Staying out during the caution period between stages one and two meant Raikkonen found himself just inside the top 10, battling with the Cup Series’ most recent champions Chase Elliott and Kyle Larson (the eventual winner).
Have a day, Kimi Raikkonen!
— NASCAR on NBC (@NASCARonNBC) August 21, 2022
Trackhouse chose to make its next pitstop late in stage two, which dropped Raikkonen back to 28th.
The degree to which he was still learning on the hoof was clear as he reported “it felt like I had understeer on these laps but I’m not sure if these tyres weren’t up to temperature” but was reassured that actually his times after the pitstop had been extremely competitive given he was on cold tyres.
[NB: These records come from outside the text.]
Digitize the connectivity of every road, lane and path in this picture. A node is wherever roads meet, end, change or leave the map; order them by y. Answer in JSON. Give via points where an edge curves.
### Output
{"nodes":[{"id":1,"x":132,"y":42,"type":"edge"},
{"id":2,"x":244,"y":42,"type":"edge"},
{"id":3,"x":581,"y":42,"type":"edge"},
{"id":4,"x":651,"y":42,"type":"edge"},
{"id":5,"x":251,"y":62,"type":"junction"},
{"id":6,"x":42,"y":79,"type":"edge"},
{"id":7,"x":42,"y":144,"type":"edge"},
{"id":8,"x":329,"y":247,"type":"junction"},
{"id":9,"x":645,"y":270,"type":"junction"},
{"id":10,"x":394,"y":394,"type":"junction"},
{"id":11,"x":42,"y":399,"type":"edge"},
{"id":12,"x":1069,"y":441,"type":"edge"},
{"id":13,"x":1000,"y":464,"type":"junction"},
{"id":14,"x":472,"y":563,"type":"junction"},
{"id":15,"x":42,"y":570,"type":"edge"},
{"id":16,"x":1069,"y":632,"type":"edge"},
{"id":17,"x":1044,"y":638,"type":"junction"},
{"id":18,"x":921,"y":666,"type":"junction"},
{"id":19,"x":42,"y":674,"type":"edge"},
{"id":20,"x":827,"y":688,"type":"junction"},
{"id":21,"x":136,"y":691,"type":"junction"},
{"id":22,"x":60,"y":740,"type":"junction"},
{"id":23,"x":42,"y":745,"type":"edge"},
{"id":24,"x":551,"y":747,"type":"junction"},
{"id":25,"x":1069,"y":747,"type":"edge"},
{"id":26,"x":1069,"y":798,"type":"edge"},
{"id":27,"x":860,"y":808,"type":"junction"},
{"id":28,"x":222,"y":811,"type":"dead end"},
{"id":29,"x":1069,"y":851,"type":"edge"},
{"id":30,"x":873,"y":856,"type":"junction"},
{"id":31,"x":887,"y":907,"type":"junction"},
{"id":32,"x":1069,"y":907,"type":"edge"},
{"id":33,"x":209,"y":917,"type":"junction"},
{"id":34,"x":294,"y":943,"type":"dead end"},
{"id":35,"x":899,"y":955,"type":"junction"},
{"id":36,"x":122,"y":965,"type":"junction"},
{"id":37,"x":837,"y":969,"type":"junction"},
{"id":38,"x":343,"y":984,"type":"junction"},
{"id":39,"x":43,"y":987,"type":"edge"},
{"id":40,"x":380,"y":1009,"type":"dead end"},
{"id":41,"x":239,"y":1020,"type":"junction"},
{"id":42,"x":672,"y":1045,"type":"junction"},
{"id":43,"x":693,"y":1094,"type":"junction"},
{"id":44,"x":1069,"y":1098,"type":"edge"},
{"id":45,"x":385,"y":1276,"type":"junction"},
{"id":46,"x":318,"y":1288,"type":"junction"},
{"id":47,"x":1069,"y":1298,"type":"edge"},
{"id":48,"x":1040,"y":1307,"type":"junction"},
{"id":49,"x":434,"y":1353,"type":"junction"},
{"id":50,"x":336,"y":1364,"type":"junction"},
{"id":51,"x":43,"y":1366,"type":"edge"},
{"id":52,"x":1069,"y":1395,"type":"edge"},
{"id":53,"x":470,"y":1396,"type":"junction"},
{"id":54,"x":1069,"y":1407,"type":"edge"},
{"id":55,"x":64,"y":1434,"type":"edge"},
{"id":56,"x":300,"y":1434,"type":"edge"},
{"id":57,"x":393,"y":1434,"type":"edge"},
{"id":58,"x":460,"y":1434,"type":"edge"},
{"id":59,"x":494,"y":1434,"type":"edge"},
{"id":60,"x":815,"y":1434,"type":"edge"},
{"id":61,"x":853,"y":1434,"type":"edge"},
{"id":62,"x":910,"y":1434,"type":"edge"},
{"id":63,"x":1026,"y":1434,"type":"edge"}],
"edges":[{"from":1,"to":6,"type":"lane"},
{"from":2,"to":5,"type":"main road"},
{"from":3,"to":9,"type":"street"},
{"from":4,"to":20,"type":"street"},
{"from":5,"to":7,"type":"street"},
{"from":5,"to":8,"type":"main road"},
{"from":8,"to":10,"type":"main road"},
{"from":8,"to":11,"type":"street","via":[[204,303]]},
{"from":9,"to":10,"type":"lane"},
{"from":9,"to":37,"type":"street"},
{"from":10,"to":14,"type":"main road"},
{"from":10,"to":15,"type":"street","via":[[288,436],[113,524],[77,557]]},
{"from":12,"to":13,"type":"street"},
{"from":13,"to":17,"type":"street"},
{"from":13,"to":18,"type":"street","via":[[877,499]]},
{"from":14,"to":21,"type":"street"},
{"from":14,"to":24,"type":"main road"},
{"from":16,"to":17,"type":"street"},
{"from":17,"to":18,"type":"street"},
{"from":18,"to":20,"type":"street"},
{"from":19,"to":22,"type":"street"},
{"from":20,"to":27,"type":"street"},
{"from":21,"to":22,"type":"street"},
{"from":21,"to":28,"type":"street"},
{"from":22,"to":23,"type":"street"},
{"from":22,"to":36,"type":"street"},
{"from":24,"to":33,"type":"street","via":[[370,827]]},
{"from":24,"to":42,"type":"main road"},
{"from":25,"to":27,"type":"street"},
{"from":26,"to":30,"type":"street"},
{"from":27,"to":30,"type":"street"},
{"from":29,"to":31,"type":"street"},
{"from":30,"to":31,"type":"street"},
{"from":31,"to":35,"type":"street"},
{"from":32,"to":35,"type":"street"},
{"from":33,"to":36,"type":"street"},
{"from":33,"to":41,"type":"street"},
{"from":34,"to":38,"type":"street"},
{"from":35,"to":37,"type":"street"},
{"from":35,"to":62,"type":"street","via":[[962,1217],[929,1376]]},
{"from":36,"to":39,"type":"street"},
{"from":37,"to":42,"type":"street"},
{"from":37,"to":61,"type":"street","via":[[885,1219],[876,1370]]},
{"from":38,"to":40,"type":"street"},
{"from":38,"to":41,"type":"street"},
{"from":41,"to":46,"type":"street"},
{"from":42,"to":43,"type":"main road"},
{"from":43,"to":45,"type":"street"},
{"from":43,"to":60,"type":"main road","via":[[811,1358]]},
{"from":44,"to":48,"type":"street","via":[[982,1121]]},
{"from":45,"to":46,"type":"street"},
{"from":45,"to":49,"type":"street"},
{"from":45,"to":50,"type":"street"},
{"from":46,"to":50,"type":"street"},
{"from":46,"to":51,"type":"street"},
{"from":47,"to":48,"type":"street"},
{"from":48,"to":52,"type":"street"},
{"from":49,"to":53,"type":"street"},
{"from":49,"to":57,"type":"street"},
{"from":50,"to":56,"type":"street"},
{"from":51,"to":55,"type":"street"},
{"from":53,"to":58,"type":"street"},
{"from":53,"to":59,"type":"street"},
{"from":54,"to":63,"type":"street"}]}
Trackhouse felt confident it could get to end with just one fuel-only pitstop from there and that now 25th-placed Raikkonen would be in much better shape than many of the cars around him as the next segment began, telling him he wouldn’t need to worry about fuel conservation at all so could attack those that did.
He didn’t get much chance to, though.
A traffic jam caused by his team-mate Ross Chastain tangling with and spinning Austin Dillon led to Raikkonen being fired into the barriers by Loris Hezemans – team-mate to another F1 veteran in Daniil Kvyat at Team Hezeborg.
— NASCAR (@NASCAR) August 21, 2022
“I had a good line there but everybody seemed to come on the left,” said Raikkonen.
“Unfortunately I didn’t have time to react.
“The impact was small, but on the first impact somebody hit the tyre directly and the [steering] wheel spun and there’s something wrong with the wrist but that’s how it goes.”
Unfortunately, our race is over. What a bummer way to end a strong day.
— PROJECT91 (@THProject91) August 21, 2022
Given how competitive Raikkonen was with so little preparation, that really shouldn’t be the end of the story.
Watkins Glen is the only planned outing for Trackhouse’s ‘international’ car in 2022, but team co-owner Justin Marks wants it to feature at all road course rounds and some other high-profile Cup races in 2023.
Raikkonen replied with a “we’ll see, I don’t know” when asked if he might be back for more.
“It was good fun,” he said.
“I felt more confident all the time and had some good battles.
“It’s a shame [to retire early]. The car felt like it had a lot of speed but that’s how it goes sometimes.”
Regardless of the end result, it was a weekend to remember.
Thank you Kimi. pic.twitter.com/9PAujy32W0
— PROJECT91 (@THProject91) August 22, 2022
Trackhouse’s competitive package definitely helped, though Marks was quick to point out that getting the third car on track relied on his existing crew “doing time and a half” rather than being a sign of the team having resources to spare.
But Trackhouse has won three races this season with regulars Chastain and Daniel Suarez, and Raikkonen was certainly able to get closer to the pace than other recent international guests such as Kvyat and Hezeberg, though 2010 Le Mans 24 Hours winner and 2013 DTM champion Mike Rockenfeller had a solid run to an unlapped 30th at the Glen for Spire Motorsports.
And even if Raikkonen doesn’t fancy giving it another go, there might be a queue of drivers at Trackhouse’s door ready to step in.
IndyCar title contender and Indianapolis 500 winner Marcus Ericsson (whose Ganassi team sold its NASCAR operation to Trackhouse last year) threw his hat into the ring on Twitter while watching the race, and 2009 F1 world champion Jenson Button – who’ll be racing in the United States in Nitro Rallycross later this year – joined in.
Rock Paper Scissors for the seat?!!! https://t.co/KNkqV34q9X
— Jenson Button (@JensonButton) August 21, 2022
While there’s a long way (and a lot of logistics to consider) between playful tweets and actually lining up on the NASCAR Cup grid, Raikkonen and Trackhouse’s efforts have not only brought a lot of fresh international eyes onto NASCAR but proved that the new-for-2022 cars really will give “global champions” chance to be competitive and have fun if they want to give it a try.